For comparison, traditional firmographic data providers like Dun & Bradstreet or Bureau van Dijk charge enterprise-level fees for global company data, often with restrictive licensing terms. Veridion's positioning suggests it competes on data freshness and product-level granularity rather than price, so it's unlikely to be the cheapest option for basic firmographic needs. For teams that specifically need product/service-level search or weekly-refresh data, the value proposition is clearer.
The lack of transparent pricing is a friction point for teams doing initial vendor evaluation -- you have to engage with sales before you can assess fit, which adds time to the buying process.
Strengths and limitations
What it does well:
- Product and service-level search is genuinely differentiated. The ability to find companies based on what they actually make or do -- not just their SIC code -- is something most firmographic databases can't match. The boolean filter syntax with configurable strictness gives technical buyers real control over precision vs. recall.
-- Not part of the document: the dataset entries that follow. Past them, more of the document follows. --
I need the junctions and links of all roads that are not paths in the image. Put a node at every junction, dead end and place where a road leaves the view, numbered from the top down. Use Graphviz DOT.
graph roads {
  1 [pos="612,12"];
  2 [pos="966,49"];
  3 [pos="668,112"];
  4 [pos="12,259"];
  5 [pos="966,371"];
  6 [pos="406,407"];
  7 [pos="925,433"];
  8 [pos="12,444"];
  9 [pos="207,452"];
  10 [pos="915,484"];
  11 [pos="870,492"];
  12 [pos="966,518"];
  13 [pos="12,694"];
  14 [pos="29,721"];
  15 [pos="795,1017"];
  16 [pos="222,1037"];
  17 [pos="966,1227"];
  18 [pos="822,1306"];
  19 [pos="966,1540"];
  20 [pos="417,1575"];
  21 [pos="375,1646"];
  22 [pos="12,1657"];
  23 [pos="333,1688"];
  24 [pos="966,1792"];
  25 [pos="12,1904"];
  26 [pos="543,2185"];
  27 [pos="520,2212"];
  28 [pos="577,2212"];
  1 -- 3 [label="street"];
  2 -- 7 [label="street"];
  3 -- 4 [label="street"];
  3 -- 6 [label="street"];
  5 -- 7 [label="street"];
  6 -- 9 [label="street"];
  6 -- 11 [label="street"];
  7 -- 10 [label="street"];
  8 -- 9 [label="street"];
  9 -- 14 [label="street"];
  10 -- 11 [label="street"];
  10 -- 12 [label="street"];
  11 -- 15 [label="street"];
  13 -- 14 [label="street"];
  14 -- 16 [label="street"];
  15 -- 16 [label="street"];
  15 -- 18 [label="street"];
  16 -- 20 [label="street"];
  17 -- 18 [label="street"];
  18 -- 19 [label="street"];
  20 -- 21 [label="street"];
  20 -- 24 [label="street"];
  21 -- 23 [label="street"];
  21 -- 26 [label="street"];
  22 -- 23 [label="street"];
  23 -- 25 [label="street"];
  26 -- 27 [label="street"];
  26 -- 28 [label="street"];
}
- Data freshness is a real advantage. Sourcing from live web crawls rather than static registries means the data reflects current business activity. The claim that 30% of supplier data changes annually is well-documented in procurement research, and weekly refresh cycles address this directly.
- Multi-taxonomy classification in a single API response saves significant integration work for insurance and financial services buyers who need to map companies to multiple classification systems.
- Global coverage at 80M+ companies is competitive with the major data providers, and the coverage of smaller, non-public companies (which often don't appear in financial databases) is particularly useful for procurement and SMB lending use cases.
- Confidence scores per data point let downstream systems make calibrated decisions rather than treating all data as equally reliable.
Limitations:
- No contact-level data. If your use case requires individual decision-maker names, email addresses, or direct phone numbers, Veridion doesn't cover this. The platform is company-level intelligence only.
- API-first with limited no-code access. Scout is in early access and not generally available. Teams without engineering resources will struggle to get value from the platform today.
- Opaque pricing. No public pricing tiers means every evaluation requires a sales conversation. For teams comparing multiple vendors, this slows down the process.
- Verification depth varies. The data is AI-extracted from web content, which means accuracy depends on what's published on a company's website. Companies with thin or outdated web presences may have incomplete profiles. The confidence score system helps, but it doesn't eliminate the underlying limitation.
Bottom line
Veridion is a strong choice for enterprise procurement teams, commercial insurance underwriters, and supply chain intelligence platforms that need to search, discover, and enrich company data at scale -- particularly when the use case requires product-level specificity or real-time data freshness that traditional firmographic databases can't provide. The API is well-designed, the data model is genuinely deep, and the multi-taxonomy classification support saves real integration work.
Best use case in one sentence: an enterprise procurement team that needs to find qualified suppliers for a specific manufactured component across multiple geographies, then monitor those suppliers for changes in business activity, certifications, or risk signals -- all through a single API.